3. Issue the following command, optionally replace sancert with the name of the key and csr file names you wish to use.
   openssl req -new -nodes -newkey rsa:2048 -config sancert.cnf -reqexts req_ext -keyout vcaccert.key -out vcaccert.csr
4. You must confirm / provide the following information: Country Name, State, Locality Name, Organization Name, Organizational Unit Name,  and Common Name.
   
5. This creates two files, the vcaccert.key containing the private key, and vcaccert.csr that will be used to request the certificate from the certificate authority.
6. Keep both files in an accessible area, the CSR will be used in the next step and the key will be used later when importing the key to the vCAC Appliances as well as when generating the PFX file for the IaaS components.

Submit the Certificate Request

1. Login to the certificate web interface with a user that has permission – this is https://certserv.your.domain/Certsrv, you will have to login with a domain user that has permissions to request certificates. (I’ve seen limited options of available certificate types if you login to the portal from the certificate server).
2. Click on Request a certificate
3. Click on advanced certificate request
4. Open the vcaccert.csr created in the previous section in a text editor and copy the contents. Paste them into the Saved Request section.
5. Select Web Server in the Certificate Template area.
6. Click Submit
7. Select the Base 64 encoded option and click Download certificate chain. Save this file (certnew.p7b) to the same folder as the private key is located.

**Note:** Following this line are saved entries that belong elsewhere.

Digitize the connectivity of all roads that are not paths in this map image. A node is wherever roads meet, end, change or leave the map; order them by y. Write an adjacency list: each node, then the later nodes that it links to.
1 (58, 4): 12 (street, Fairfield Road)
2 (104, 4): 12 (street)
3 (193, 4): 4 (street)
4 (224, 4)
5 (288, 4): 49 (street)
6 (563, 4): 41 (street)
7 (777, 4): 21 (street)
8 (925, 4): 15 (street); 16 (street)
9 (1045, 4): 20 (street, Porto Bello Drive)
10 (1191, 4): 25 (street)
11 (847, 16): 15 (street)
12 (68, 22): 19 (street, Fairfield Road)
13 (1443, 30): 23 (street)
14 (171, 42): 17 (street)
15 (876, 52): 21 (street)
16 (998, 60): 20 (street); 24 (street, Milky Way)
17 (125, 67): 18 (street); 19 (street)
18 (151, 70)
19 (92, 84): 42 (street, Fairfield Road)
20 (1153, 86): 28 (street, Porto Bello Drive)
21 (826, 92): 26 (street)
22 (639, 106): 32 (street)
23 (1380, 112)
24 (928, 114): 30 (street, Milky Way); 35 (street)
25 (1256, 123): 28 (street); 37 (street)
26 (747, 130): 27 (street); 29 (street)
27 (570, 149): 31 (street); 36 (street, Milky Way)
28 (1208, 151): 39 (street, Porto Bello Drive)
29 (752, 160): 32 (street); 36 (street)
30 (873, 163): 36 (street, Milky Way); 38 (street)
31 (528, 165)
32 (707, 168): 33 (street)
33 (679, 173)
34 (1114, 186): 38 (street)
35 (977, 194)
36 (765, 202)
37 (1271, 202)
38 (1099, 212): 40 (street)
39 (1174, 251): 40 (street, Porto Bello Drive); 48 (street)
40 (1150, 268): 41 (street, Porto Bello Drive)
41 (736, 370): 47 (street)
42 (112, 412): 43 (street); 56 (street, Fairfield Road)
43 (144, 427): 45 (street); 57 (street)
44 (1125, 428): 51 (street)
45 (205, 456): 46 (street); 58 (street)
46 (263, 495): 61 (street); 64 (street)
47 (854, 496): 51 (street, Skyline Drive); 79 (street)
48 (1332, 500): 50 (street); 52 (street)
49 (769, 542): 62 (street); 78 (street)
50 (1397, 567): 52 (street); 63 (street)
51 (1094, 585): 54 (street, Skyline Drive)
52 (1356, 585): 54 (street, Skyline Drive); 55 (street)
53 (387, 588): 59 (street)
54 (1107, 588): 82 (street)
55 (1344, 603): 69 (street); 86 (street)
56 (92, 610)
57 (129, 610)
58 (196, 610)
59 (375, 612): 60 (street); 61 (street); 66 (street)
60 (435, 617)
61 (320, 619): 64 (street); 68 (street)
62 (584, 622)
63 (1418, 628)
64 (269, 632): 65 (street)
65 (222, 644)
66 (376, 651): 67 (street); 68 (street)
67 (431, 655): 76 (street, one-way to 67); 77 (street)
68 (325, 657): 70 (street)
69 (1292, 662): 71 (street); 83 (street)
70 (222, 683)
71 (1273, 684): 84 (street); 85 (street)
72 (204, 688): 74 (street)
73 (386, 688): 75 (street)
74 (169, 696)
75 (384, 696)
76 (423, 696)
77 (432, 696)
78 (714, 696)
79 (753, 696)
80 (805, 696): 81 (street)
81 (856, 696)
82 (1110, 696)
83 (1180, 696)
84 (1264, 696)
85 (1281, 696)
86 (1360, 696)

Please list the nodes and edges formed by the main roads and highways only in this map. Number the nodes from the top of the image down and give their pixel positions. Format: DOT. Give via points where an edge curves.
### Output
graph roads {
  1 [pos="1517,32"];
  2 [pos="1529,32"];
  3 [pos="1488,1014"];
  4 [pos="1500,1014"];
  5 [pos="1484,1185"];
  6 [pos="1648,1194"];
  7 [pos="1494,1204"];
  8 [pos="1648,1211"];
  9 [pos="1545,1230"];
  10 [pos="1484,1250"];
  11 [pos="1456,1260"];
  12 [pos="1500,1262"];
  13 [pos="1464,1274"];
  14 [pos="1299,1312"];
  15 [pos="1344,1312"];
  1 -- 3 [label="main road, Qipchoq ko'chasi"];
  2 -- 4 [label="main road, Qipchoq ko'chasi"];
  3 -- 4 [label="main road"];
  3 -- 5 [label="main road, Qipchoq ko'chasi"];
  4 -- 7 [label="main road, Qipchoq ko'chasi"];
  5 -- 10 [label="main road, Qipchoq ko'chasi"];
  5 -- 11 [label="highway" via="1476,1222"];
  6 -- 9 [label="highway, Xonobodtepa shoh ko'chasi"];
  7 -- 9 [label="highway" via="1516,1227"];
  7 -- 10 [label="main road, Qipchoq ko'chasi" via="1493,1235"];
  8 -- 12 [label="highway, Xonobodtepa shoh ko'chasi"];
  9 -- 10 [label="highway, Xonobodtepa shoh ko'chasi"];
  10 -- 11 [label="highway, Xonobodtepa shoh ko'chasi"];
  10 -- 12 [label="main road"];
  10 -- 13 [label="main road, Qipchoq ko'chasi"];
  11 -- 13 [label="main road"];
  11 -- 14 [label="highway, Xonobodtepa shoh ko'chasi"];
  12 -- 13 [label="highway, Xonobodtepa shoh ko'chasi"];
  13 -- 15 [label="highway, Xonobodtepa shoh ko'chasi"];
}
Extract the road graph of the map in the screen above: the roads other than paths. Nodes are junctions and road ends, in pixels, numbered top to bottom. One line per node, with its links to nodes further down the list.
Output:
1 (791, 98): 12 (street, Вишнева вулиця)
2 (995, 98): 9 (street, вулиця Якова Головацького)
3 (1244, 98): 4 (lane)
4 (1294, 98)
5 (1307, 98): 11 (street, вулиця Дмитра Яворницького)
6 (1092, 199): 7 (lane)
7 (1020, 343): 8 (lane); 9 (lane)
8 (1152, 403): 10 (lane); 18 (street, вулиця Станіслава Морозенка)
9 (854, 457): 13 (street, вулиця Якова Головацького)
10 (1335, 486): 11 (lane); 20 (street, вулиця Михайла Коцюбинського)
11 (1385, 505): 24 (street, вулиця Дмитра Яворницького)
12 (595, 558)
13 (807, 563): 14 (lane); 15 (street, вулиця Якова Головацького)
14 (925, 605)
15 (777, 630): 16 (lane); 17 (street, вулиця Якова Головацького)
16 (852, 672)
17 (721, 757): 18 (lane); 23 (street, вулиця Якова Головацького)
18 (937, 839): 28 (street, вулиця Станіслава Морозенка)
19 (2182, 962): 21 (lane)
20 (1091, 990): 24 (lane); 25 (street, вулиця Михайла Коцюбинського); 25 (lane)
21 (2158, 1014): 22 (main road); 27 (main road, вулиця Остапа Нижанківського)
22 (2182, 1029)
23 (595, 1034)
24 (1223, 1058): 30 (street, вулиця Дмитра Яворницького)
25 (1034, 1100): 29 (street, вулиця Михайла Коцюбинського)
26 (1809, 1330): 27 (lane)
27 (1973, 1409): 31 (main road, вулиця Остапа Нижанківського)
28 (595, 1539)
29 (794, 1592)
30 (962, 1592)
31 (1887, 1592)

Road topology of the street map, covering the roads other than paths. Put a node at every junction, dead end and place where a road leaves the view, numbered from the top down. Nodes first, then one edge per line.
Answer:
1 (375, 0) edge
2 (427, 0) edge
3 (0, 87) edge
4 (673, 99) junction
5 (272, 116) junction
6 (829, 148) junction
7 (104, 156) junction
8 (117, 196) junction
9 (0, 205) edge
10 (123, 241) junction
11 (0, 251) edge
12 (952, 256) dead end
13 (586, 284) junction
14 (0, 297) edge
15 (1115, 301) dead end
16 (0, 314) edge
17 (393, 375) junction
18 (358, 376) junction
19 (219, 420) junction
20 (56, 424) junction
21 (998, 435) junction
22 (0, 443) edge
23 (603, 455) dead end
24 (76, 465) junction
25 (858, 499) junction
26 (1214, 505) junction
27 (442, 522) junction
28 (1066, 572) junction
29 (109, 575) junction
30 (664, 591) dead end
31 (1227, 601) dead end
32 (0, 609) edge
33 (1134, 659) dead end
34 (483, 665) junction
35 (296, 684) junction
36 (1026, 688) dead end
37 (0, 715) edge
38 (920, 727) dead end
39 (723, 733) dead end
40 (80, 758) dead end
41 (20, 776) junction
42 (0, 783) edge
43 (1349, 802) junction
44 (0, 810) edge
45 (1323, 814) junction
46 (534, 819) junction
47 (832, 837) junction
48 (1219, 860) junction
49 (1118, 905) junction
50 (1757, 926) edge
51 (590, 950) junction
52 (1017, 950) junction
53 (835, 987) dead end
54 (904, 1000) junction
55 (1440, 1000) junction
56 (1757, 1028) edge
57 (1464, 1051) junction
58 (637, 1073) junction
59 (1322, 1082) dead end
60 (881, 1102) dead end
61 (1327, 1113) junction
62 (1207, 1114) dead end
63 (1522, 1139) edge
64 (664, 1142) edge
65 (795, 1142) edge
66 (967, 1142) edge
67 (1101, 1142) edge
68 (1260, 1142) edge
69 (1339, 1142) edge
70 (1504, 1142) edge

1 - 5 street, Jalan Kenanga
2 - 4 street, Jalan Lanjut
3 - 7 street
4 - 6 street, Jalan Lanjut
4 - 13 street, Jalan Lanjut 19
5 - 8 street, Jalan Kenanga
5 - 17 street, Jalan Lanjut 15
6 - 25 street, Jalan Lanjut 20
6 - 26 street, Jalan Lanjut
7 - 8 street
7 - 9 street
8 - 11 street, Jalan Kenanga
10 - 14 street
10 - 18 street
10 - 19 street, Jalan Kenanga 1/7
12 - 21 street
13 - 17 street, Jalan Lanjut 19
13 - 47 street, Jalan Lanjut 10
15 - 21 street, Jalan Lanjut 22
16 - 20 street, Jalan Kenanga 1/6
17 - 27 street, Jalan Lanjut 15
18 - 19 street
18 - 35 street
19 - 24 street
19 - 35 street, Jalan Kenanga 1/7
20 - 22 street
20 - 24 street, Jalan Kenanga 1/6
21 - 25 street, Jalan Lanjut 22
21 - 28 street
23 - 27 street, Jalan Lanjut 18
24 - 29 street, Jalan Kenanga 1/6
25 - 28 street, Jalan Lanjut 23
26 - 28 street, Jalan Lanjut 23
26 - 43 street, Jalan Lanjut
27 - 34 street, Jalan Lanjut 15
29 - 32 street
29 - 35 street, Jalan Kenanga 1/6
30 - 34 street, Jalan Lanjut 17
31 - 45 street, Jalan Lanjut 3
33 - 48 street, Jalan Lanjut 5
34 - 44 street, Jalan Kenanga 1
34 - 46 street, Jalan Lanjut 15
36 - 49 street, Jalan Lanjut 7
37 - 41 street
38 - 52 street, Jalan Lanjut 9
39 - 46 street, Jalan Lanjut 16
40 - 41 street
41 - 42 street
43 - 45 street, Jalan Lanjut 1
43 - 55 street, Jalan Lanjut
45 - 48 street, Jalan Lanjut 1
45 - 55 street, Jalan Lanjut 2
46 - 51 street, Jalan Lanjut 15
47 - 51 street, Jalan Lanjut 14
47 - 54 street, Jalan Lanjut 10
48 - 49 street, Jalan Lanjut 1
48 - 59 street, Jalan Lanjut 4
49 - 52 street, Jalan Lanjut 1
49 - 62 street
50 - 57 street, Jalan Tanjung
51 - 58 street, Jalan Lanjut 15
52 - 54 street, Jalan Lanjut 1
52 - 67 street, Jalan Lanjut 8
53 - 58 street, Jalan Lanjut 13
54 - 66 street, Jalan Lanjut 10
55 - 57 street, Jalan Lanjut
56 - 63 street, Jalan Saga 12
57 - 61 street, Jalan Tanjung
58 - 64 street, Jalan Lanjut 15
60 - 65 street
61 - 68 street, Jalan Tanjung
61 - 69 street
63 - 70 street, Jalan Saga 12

Convert the Certificate to Required Formats

1. Return to the terminal or command prompt that has access to OpenSSL, convert the .p7b to a .cer in PEM encoded format by running the following command (this assumes that you are in the folder that has the certnew.p7b that was downloaded previously):
   openssl pkcs7 -print_certs -in certnew.p7b -out chain.cer
2. The contents of the chain.cer, along with the wildcard.key are the two things you need for the SSO and vCAC virtual appliances.
3. Combine the private key and certificate to a Windows friendly format to be used on the IaaS components by running the following command (this assumes that you are in the folder that has the wildcard.key and chain.cer):
   openssl pkcs12 -export -out vcaccert.pfx -inkey vcaccert.key -in chain.cer
4. You will be prompted for a passphrase that will be used when importing the certificate into the Windows servers and use the wildcard.pfx certificate file.